= 2007 World Championships in Athletics – Men's 1500 metres =

The men's 1500 metres at the 2007 World Championships in Athletics was held at the Nagai Stadium on 25, 27 and 29 August. The winning margin was 0.23 seconds.

==Medalists==

| Gold | Silver | Bronze |
|---|---|---|
| Bernard Lagat United States | Rashid Ramzi Bahrain | Shedrack Kibet Korir Kenya |

==Records==
Prior to the competition, the following records were as follows.

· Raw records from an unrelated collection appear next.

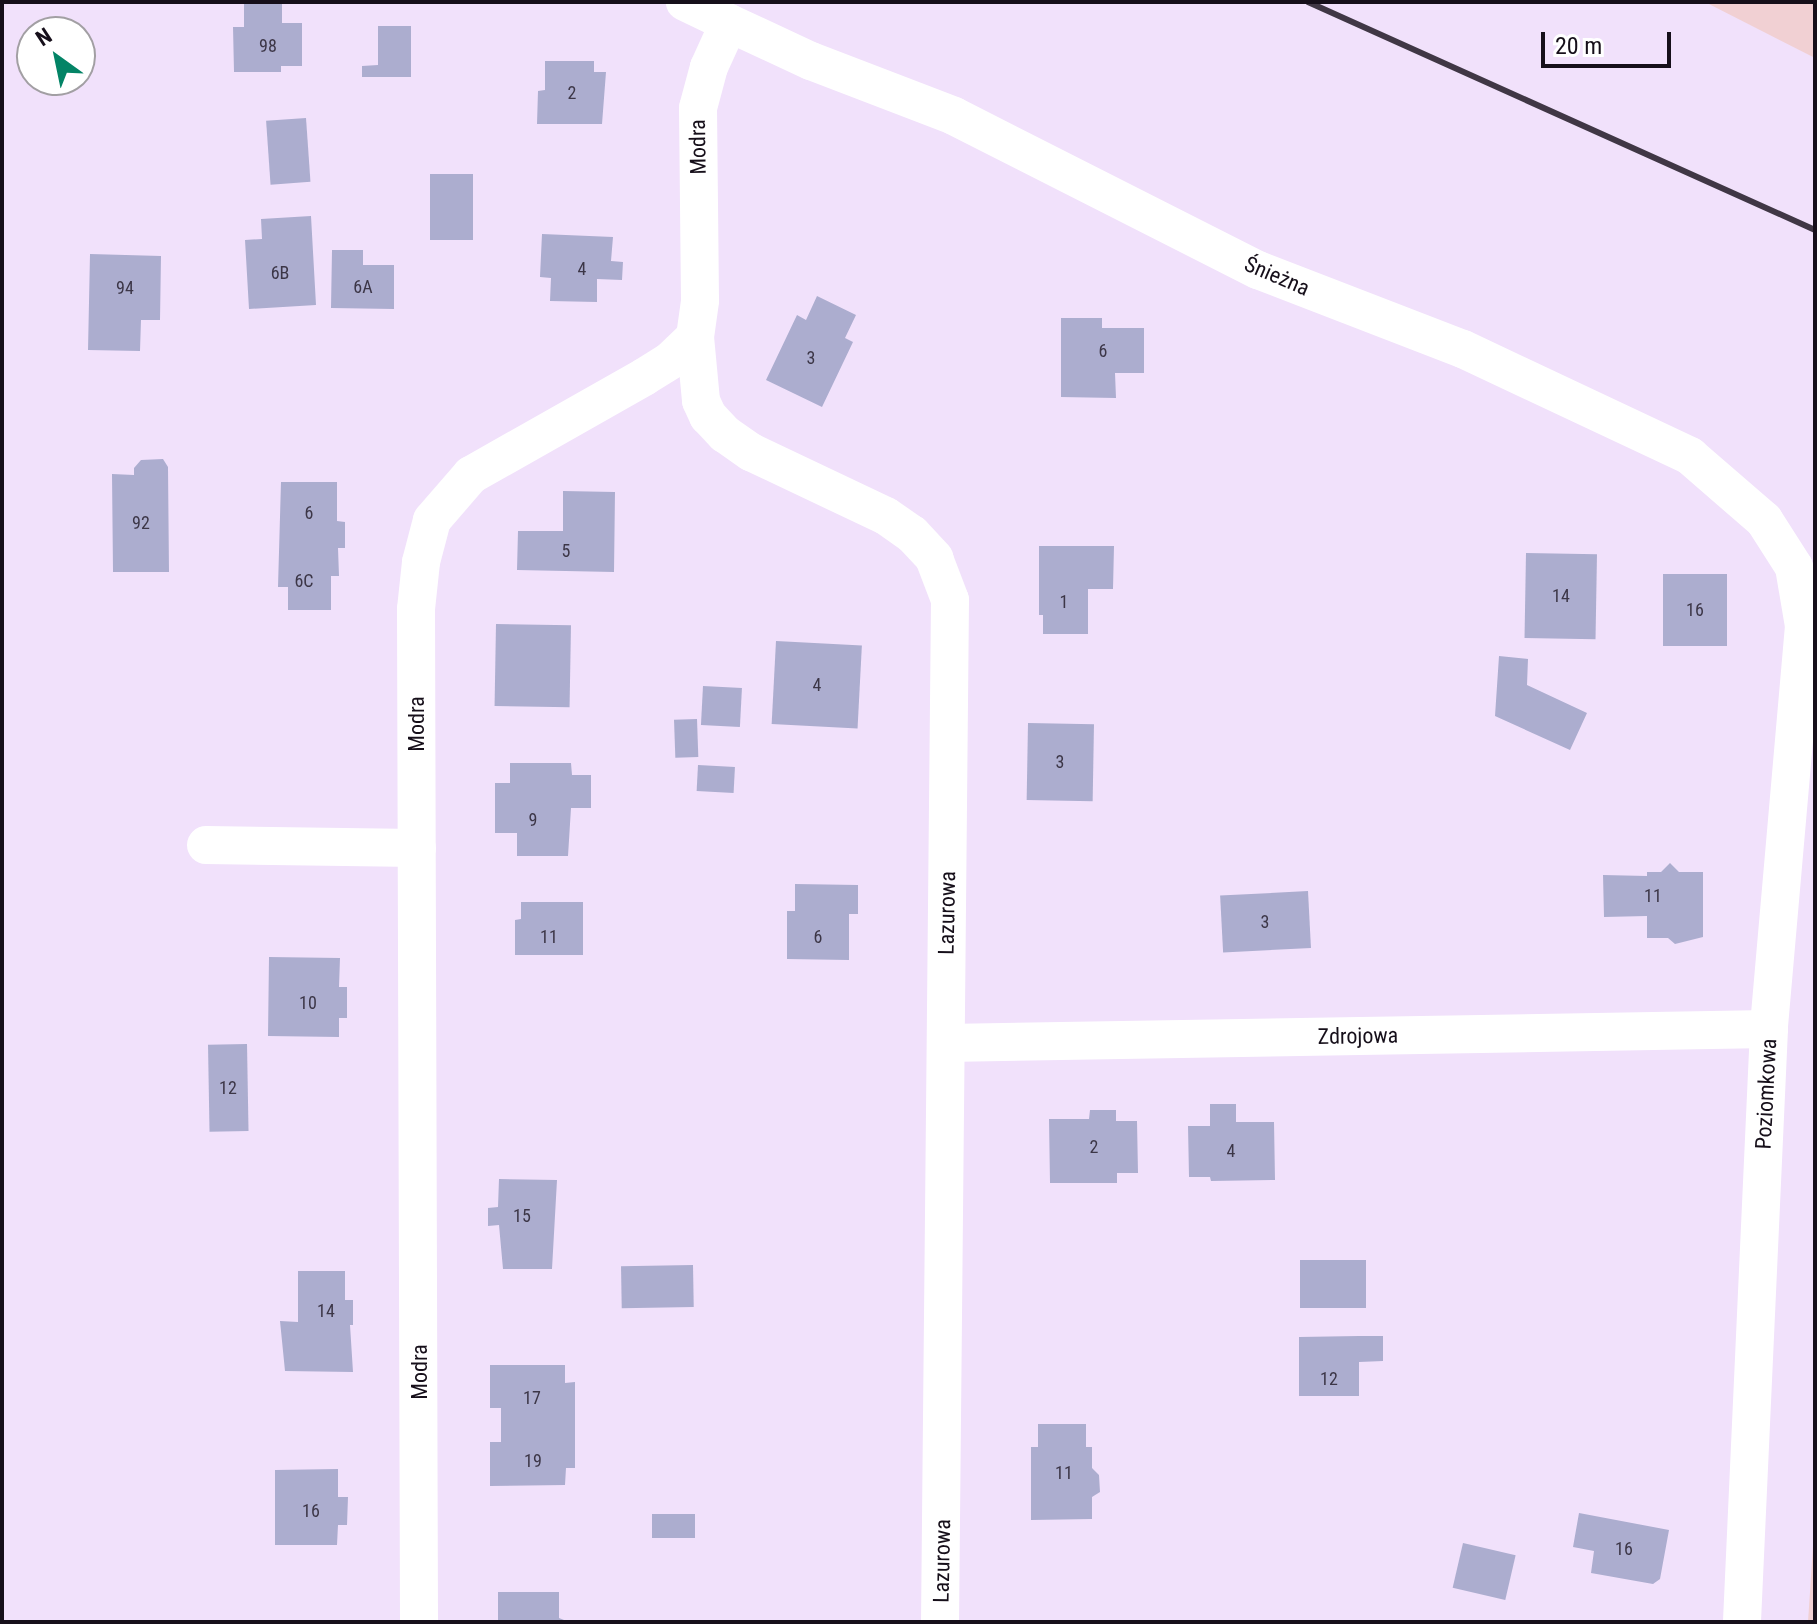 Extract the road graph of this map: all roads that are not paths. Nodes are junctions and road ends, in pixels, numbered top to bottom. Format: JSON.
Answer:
{"nodes":[{"id":1,"x":685,"y":2,"type":"edge"},
{"id":2,"x":729,"y":23,"type":"junction"},
{"id":3,"x":695,"y":337,"type":"junction"},
{"id":4,"x":1794,"y":567,"type":"joint"},
{"id":5,"x":206,"y":845,"type":"dead end"},
{"id":6,"x":417,"y":848,"type":"junction"},
{"id":7,"x":1769,"y":1029,"type":"junction"},
{"id":8,"x":946,"y":1043,"type":"junction"},
{"id":9,"x":419,"y":1622,"type":"edge"},
{"id":10,"x":940,"y":1622,"type":"edge"},
{"id":11,"x":1742,"y":1622,"type":"edge"}],
"edges":[{"from":1,"to":2,"type":"street"},
{"from":2,"to":3,"type":"street","name":"Modra"},
{"from":2,"to":4,"type":"street","name":"Śnieżna"},
{"from":3,"to":6,"type":"street","name":"Modra"},
{"from":3,"to":8,"type":"street","name":"Lazurowa"},
{"from":4,"to":7,"type":"street","name":"Poziomkowa"},
{"from":5,"to":6,"type":"street"},
{"from":6,"to":9,"type":"street","name":"Modra"},
{"from":7,"to":8,"type":"street","name":"Zdrojowa"},
{"from":7,"to":11,"type":"street","name":"Poziomkowa"},
{"from":8,"to":10,"type":"street","name":"Lazurowa"}]} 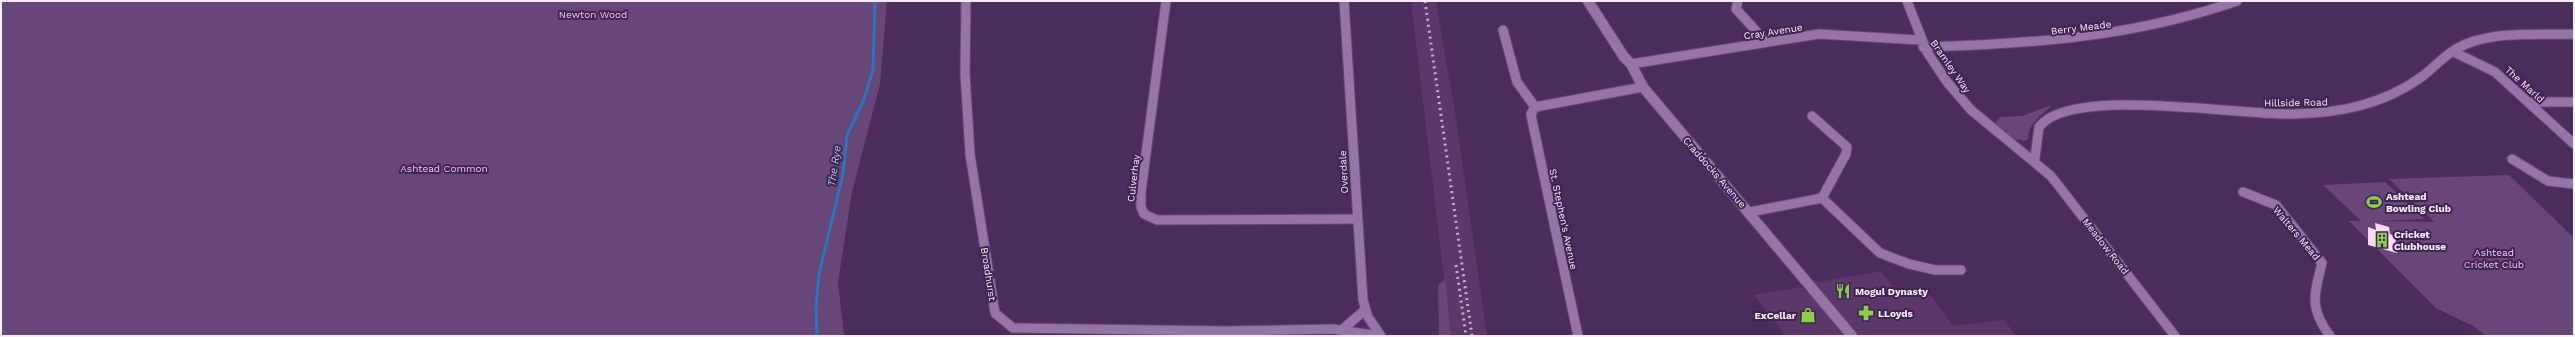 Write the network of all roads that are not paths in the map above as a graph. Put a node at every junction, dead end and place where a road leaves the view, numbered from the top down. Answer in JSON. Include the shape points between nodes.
{"nodes":[{"id":1,"x":966,"y":1,"type":"edge"},
{"id":2,"x":1166,"y":1,"type":"edge"},
{"id":3,"x":1344,"y":1,"type":"edge"},
{"id":4,"x":1588,"y":1,"type":"edge"},
{"id":5,"x":1738,"y":1,"type":"edge"},
{"id":6,"x":1908,"y":1,"type":"edge"},
{"id":7,"x":2237,"y":1,"type":"edge"},
{"id":8,"x":1504,"y":30,"type":"dead end"},
{"id":9,"x":2574,"y":34,"type":"edge"},
{"id":10,"x":1766,"y":42,"type":"junction"},
{"id":11,"x":1921,"y":43,"type":"junction"},
{"id":12,"x":2454,"y":52,"type":"junction"},
{"id":13,"x":1631,"y":64,"type":"junction"},
{"id":14,"x":1643,"y":87,"type":"junction"},
{"id":15,"x":2529,"y":102,"type":"junction"},
{"id":16,"x":2574,"y":102,"type":"edge"},
{"id":17,"x":1535,"y":107,"type":"junction"},
{"id":18,"x":1812,"y":116,"type":"dead end"},
{"id":19,"x":2574,"y":144,"type":"edge"},
{"id":20,"x":2035,"y":158,"type":"junction"},
{"id":21,"x":2512,"y":159,"type":"dead end"},
{"id":22,"x":2574,"y":184,"type":"edge"},
{"id":23,"x":2243,"y":192,"type":"dead end"},
{"id":24,"x":1822,"y":198,"type":"junction"},
{"id":25,"x":1750,"y":212,"type":"junction"},
{"id":26,"x":1357,"y":219,"type":"junction"},
{"id":27,"x":1961,"y":270,"type":"dead end"},
{"id":28,"x":1365,"y":310,"type":"junction"},
{"id":29,"x":1344,"y":328,"type":"junction"},
{"id":30,"x":1380,"y":336,"type":"edge"},
{"id":31,"x":1578,"y":336,"type":"edge"},
{"id":32,"x":1852,"y":336,"type":"edge"},
{"id":33,"x":2175,"y":336,"type":"edge"},
{"id":34,"x":2330,"y":336,"type":"edge"}],
"edges":[{"from":1,"to":29,"type":"street","name":"Broadhurst","via":[[965,73],[970,154],[995,313],[1004,323],[1013,328],[1082,330],[1292,331]]},
{"from":2,"to":26,"type":"street","name":"Culverhay","via":[[1141,192],[1142,214],[1157,220]]},
{"from":3,"to":26,"type":"street","name":"Overdale"},
{"from":4,"to":13,"type":"street","name":"Craddocks Avenue"},
{"from":5,"to":10,"type":"street","via":[[1736,10]]},
{"from":6,"to":11,"type":"street","name":"Bramley Way"},
{"from":7,"to":11,"type":"street","name":"Berry Meade","via":[[2202,14],[2143,29],[2084,38],[2037,43]]},
{"from":8,"to":17,"type":"street","via":[[1518,86],[1526,100]]},
{"from":9,"to":12,"type":"street","name":"Hillside Road","via":[[2489,39],[2464,44]]},
{"from":10,"to":11,"type":"street","name":"Cray Avenue","via":[[1828,33]]},
{"from":10,"to":13,"type":"street","name":"Cray Avenue"},
{"from":11,"to":20,"type":"street","name":"Bramley Way","via":[[1964,103]]},
{"from":12,"to":15,"type":"street","name":"The Marld","via":[[2495,72]]},
{"from":12,"to":20,"type":"street","name":"Hillside Road","via":[[2445,56],[2417,80],[2393,93],[2333,112],[2276,115],[2120,104],[2071,108],[2054,113],[2042,122],[2037,132]]},
{"from":13,"to":14,"type":"street","name":"Craddocks Avenue"},
{"from":14,"to":17,"type":"street"},
{"from":14,"to":25,"type":"street","name":"Craddocks Avenue"},
{"from":15,"to":16,"type":"street"},
{"from":15,"to":19,"type":"street","name":"The Marld"},
{"from":17,"to":31,"type":"street","name":"St. Stephen's Avenue","via":[[1531,114],[1532,120]]},
{"from":18,"to":24,"type":"street","via":[[1847,147],[1846,154]]},
{"from":20,"to":33,"type":"street","name":"Meadow Road"},
{"from":21,"to":22,"type":"street","via":[[2534,177],[2565,185]]},
{"from":23,"to":34,"type":"street","name":"Walters Mead","via":[[2276,205],[2322,263],[2312,304],[2321,325]]},
{"from":24,"to":25,"type":"street"},
{"from":24,"to":27,"type":"street","via":[[1880,253],[1935,270]]},
{"from":25,"to":32,"type":"street","name":"Craddocks Avenue"},
{"from":26,"to":28,"type":"street","name":"Overdale"},
{"from":28,"to":29,"type":"street"},
{"from":28,"to":30,"type":"street","name":"Overdale"},
{"from":29,"to":30,"type":"street","name":"Broadhurst"}]}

| World record | Hicham El Guerrouj (MAR) | 3:26.00 | Rome, Italy | 14 July 1998 |
| Championship record | Hicham El Guerrouj (MAR) | 3:27.65 | Seville, Spain | 14 August 1999 |
| World Leading | Alan Webb (USA) | 3:30.54 | Saint-Denis, France | 6 July 2007 |

==Schedule==

| Date | Time | Round |
|---|---|---|
| August 25, 2007 | 11:25 | Heats |
| August 27, 2007 | 20:40 | Semifinals |
| August 29, 2007 | 22:05 | Final |

==Results==

| KEY: | q | Fastest non-qualifiers | Q | Qualified | WR | World record | AR | Area record | NR | National record | PB | Personal best | SB | Seasonal best |

===Heats===
Qualification: First 6 in each heat (Q) and the next 6 fastest (q) advance to the semifinals.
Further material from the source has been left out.